I read an article  today that scientifically supports something I’d always suspected:  babies wake up a lot at night because it’s a natural part of our evolutionary progress.  The article went on to state that there’s a strong correlation between babies who wake up a lot at night and  high cognitive function, empathy, and conscience.  I wish someone had told me that when you were a tiny baby, Miles.  I remember how much I struggled in those early months when I was so sleep-deprived.  Later on, when we’d worked out a pretty decent night management strategy and I didn’t feel tired during the day anymore, I still felt stressed out because I kept getting the message I was doing it wrong.  “Good” babies sleep through the night, and “good” parents find a way to make it happen.   By the time Tobin was born, I was totally over any hangups about that and just did it in a way that worked for us, and you’d better believe I don’t let anybody make me feel bad about the way Callum sleeps.  But you were my first baby, and I wanted to do it right, whatever that meant.
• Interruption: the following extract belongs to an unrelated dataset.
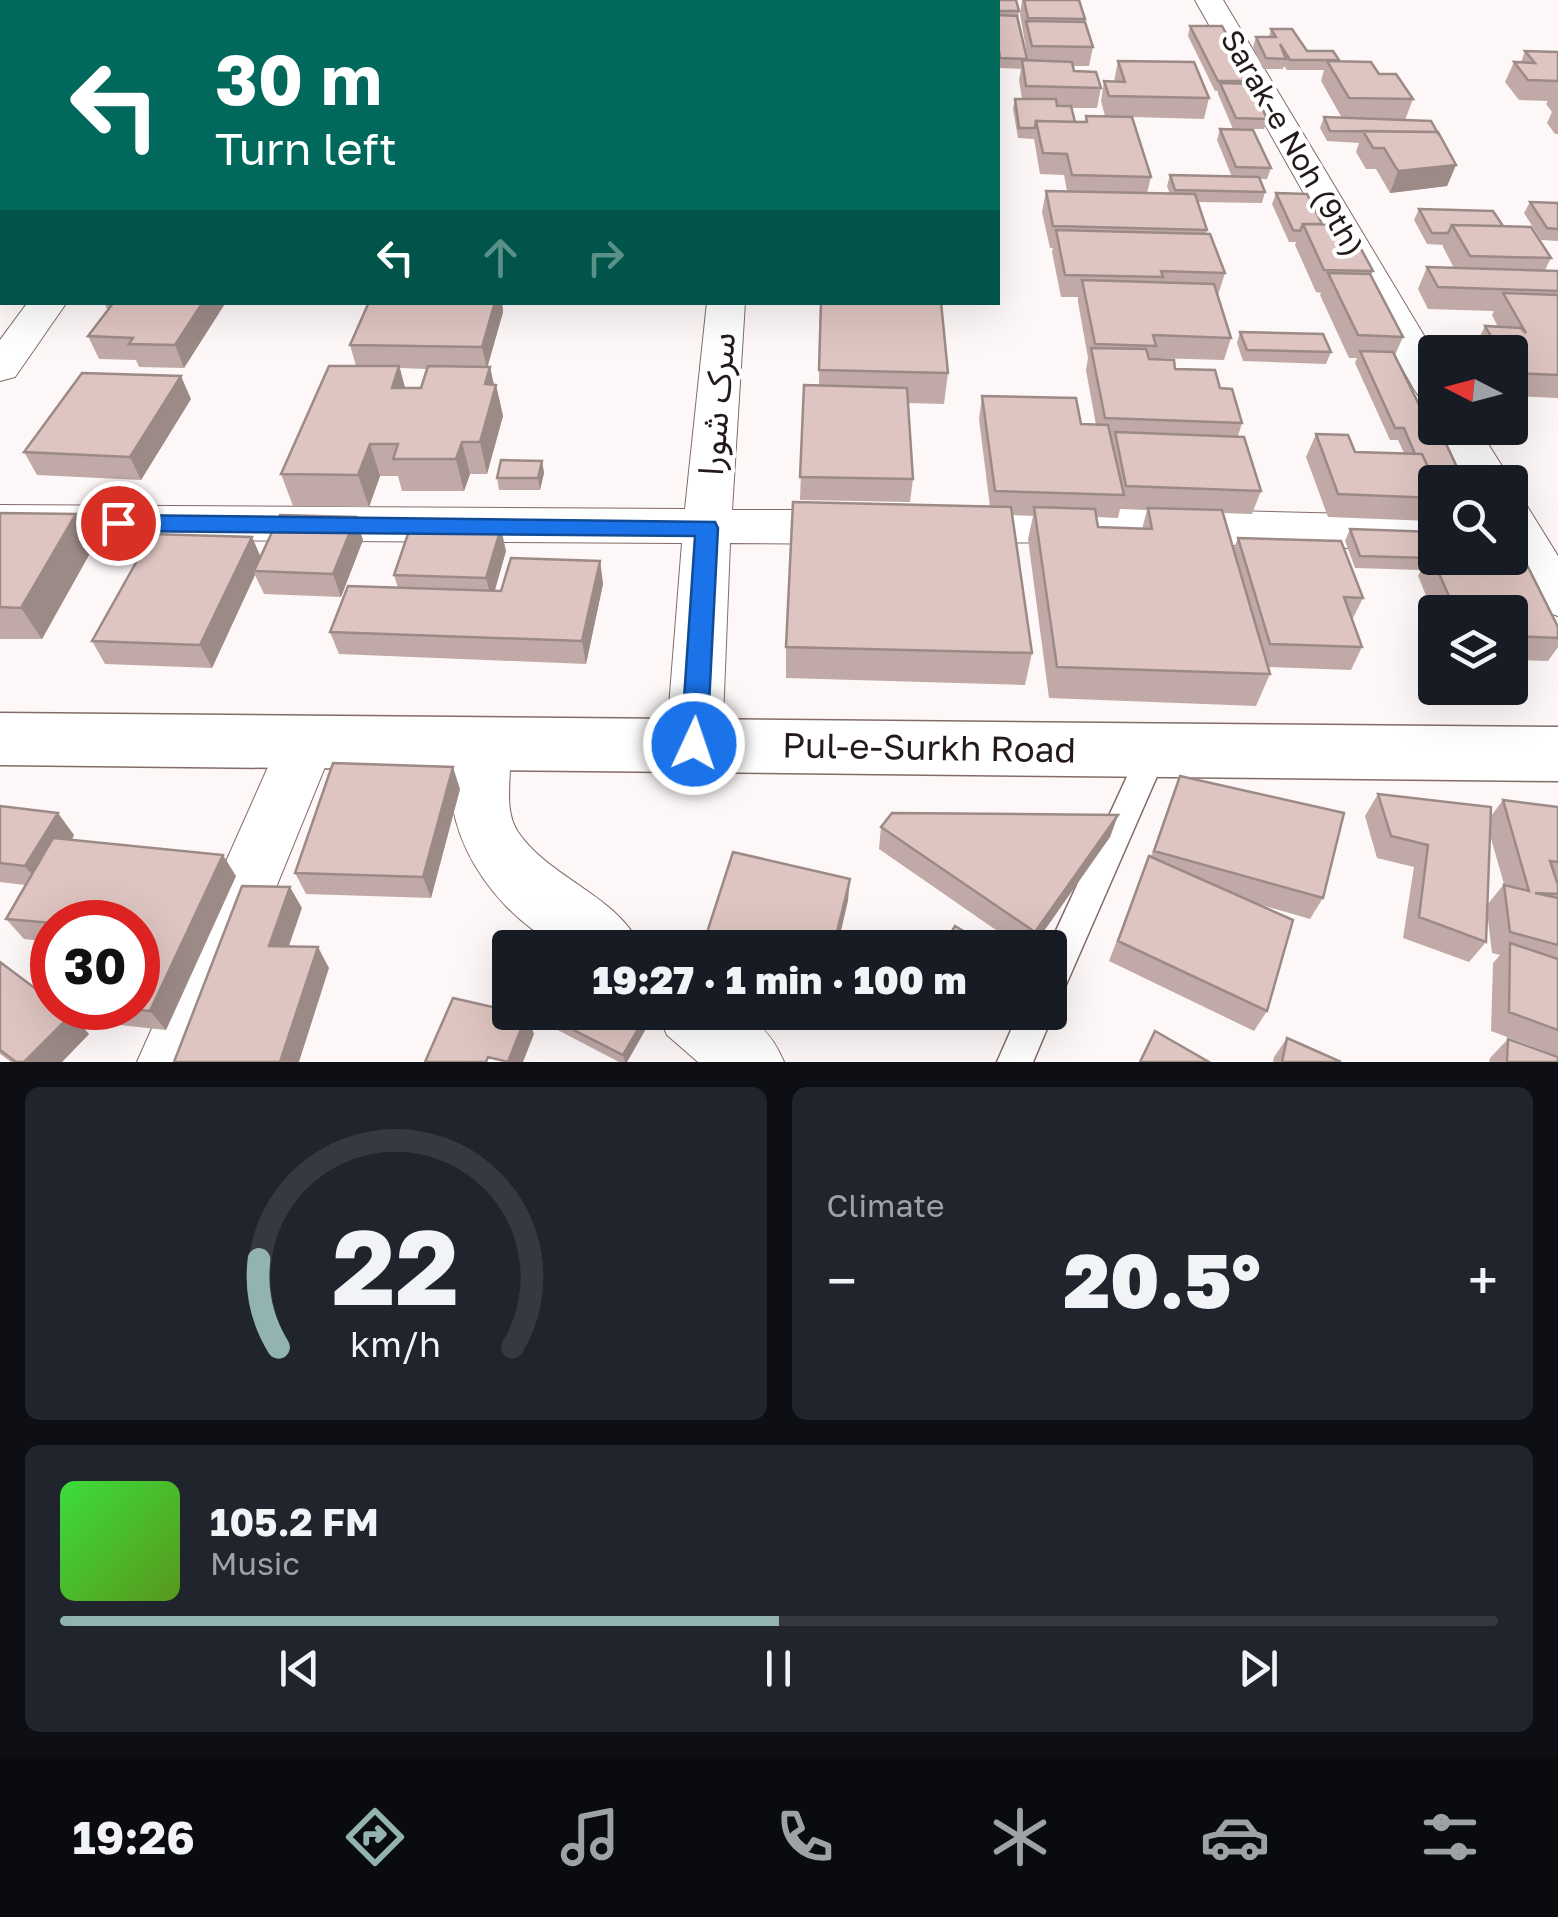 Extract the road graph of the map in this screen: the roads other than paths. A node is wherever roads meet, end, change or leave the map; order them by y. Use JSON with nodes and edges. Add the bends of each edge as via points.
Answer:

The staff at the doctor’s office tsk-tsked me about co-sleeping, about putting you down when you were already asleep, about nursing you to sleep.  I beat myself up about it plenty, but I could never bring myself to do anything else.  Those things soothed you, and when you needed me at night, I just woke up and took care of you.

Well, apparently that helped to make you smart and empathetic, so those tsk-tskers can suck it.

Yes, I realize correlation does not equal causation.  Yes, I am still jealous of people whose babies naturally sleep eight consecutive hours through no particular effort on the parents’ part.  But the article helps.

Over the weekend, you proposed a game for our family to play called “Secret Friends.”  We each drew another family member’s name out of a shoebox (except Callum, who cannot read, write, or dictate).  All week we’ve been writing notes to our Secret Friend, and you’re planning a big reveal event this weekend.  You helped Tobin write his notes, and they’ve all been very sweet.  I’ll have to gather them up and post pictures of them when the project is finished.

I hope I get to lie with you until you fall asleep tonight, Miles.  I did it when you were a baby, and even though you don’t truly need me to do it now, I’m pretty happy that you want me to.  You’re not going to want your mom in your bunk bed with you forever, so I’d better soak you up while I can.